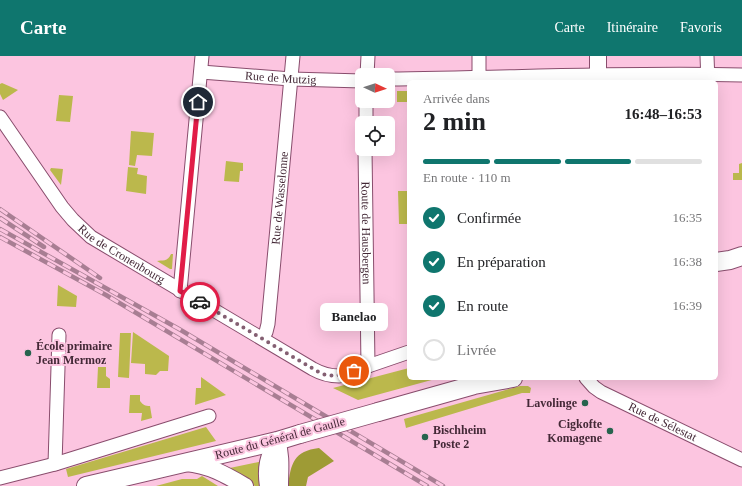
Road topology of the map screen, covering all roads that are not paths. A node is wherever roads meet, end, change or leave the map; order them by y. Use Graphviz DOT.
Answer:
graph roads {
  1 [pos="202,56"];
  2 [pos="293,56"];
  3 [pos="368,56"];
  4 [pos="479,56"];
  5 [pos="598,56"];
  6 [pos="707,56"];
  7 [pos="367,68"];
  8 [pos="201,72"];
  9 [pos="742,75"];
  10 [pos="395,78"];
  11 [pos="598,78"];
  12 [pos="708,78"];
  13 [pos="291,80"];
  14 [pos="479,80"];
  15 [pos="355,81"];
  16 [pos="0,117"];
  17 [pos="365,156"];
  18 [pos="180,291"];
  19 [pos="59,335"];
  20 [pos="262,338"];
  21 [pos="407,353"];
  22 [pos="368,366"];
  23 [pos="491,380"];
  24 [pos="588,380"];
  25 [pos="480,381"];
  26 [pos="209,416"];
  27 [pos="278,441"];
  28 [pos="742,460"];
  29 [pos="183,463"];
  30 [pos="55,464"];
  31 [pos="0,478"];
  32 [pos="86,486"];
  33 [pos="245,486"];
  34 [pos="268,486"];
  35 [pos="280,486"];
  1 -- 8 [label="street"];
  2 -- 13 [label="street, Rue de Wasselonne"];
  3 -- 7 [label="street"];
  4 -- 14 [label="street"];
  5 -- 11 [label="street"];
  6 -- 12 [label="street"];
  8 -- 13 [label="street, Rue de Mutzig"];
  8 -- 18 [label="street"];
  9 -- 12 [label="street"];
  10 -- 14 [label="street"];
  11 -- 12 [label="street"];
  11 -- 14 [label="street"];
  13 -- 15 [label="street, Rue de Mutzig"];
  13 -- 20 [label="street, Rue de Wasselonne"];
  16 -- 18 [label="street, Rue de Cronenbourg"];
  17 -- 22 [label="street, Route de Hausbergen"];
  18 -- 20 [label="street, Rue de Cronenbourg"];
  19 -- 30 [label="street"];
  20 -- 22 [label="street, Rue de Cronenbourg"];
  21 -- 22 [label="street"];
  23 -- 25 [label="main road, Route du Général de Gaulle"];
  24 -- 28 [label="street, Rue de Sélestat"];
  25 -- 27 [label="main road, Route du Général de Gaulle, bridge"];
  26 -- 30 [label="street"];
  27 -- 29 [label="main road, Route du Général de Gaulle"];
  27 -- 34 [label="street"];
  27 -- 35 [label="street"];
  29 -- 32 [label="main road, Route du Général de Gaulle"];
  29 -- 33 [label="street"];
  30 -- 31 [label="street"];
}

• The problem
Every record above should be set down exactly, with the pictures left out.

• Answer space
Road topology of the map screen, covering all roads that are not paths. A node is wherever roads meet, end, change or leave the map; order them by y. Use Graphviz DOT.
Answer:
graph roads {
  1 [pos="202,56"];
  2 [pos="293,56"];
  3 [pos="368,56"];
  4 [pos="479,56"];
  5 [pos="598,56"];
  6 [pos="707,56"];
  7 [pos="367,68"];
  8 [pos="201,72"];
  9 [pos="742,75"];
  10 [pos="395,78"];
  11 [pos="598,78"];
  12 [pos="708,78"];
  13 [pos="291,80"];
  14 [pos="479,80"];
  15 [pos="355,81"];
  16 [pos="0,117"];
  17 [pos="365,156"];
  18 [pos="180,291"];
  19 [pos="59,335"];
  20 [pos="262,338"];
  21 [pos="407,353"];
  22 [pos="368,366"];
  23 [pos="491,380"];
  24 [pos="588,380"];
  25 [pos="480,381"];
  26 [pos="209,416"];
  27 [pos="278,441"];
  28 [pos="742,460"];
  29 [pos="183,463"];
  30 [pos="55,464"];
  31 [pos="0,478"];
  32 [pos="86,486"];
  33 [pos="245,486"];
  34 [pos="268,486"];
  35 [pos="280,486"];
  1 -- 8 [label="street"];
  2 -- 13 [label="street, Rue de Wasselonne"];
  3 -- 7 [label="street"];
  4 -- 14 [label="street"];
  5 -- 11 [label="street"];
  6 -- 12 [label="street"];
  8 -- 13 [label="street, Rue de Mutzig"];
  8 -- 18 [label="street"];
  9 -- 12 [label="street"];
  10 -- 14 [label="street"];
  11 -- 12 [label="street"];
  11 -- 14 [label="street"];
  13 -- 15 [label="street, Rue de Mutzig"];
  13 -- 20 [label="street, Rue de Wasselonne"];
  16 -- 18 [label="street, Rue de Cronenbourg"];
  17 -- 22 [label="street, Route de Hausbergen"];
  18 -- 20 [label="street, Rue de Cronenbourg"];
  19 -- 30 [label="street"];
  20 -- 22 [label="street, Rue de Cronenbourg"];
  21 -- 22 [label="street"];
  23 -- 25 [label="main road, Route du Général de Gaulle"];
  24 -- 28 [label="street, Rue de Sélestat"];
  25 -- 27 [label="main road, Route du Général de Gaulle, bridge"];
  26 -- 30 [label="street"];
  27 -- 29 [label="main road, Route du Général de Gaulle"];
  27 -- 34 [label="street"];
  27 -- 35 [label="street"];
  29 -- 32 [label="main road, Route du Général de Gaulle"];
  29 -- 33 [label="street"];
  30 -- 31 [label="street"];
}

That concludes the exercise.